While in a challenge it’s easy to produce a ranking of algorithms with the assumption of a single ground truth against which all algorithms are evaluated (but with several issues [2]), this approach greatly and unrealistically simplifies the complex and subjective nature of many digital pathology tasks. We would gain significant information by always keeping all the available annotations and giving a fair comparison between the algorithms and the different human experts. This would give room for a richer discussion of the results more in line with the clinical reality and complexity of the application.
Visualization techniques such as the one proposed here further provides an intuitive way of representing the results and make the detection of interesting patterns more obvious, both as an analysis of the dataset and these annotations, and as a comparison of results given by different algorithms. Our experiments show that the choice of the consensus method and the exact implementation of the core-level scoring rules affect the measured agreement, which may in turn influence the rankings of algorithms measured against this consensus. This affects the perception we may get from results, as broader agreement can be achieved through small changes in the implementation, and makes it difficult to compare results from sources where the exact implementation is not known.
It is therefore important for challenges to not only be transparent about how their ground truth was produced, but also to provide all the data required to be able to reproduce the published results, including individual annotation maps when available, consensus maps, and details on how other components of the challenge metrics (such as the core-level scores) were obtained : we go a lot more into that in our 2023 CMIG paper --AF .

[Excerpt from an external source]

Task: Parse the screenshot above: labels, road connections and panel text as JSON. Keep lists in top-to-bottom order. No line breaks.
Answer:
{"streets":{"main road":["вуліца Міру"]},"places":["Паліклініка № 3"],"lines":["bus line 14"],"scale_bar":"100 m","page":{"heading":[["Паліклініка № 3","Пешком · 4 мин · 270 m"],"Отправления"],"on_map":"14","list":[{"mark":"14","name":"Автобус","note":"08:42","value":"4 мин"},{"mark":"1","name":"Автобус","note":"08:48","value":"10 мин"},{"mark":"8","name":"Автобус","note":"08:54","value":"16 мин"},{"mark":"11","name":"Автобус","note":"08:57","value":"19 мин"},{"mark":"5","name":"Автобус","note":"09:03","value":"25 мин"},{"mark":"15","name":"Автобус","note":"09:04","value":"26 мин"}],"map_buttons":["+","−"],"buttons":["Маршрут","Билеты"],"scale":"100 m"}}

Another interesting component of a challenge to analyse is the impact of the performance or agreement metric. The Gleason2019 challenge, for instance, may get different results if it replaces the unweighted with the quadratic kappa or, preferably, the linear kappa (less impacted by the number of categories), or if it uses a per-pixel metric less subject to class imbalance biases than the F1-score [26]. This will be explored in future work.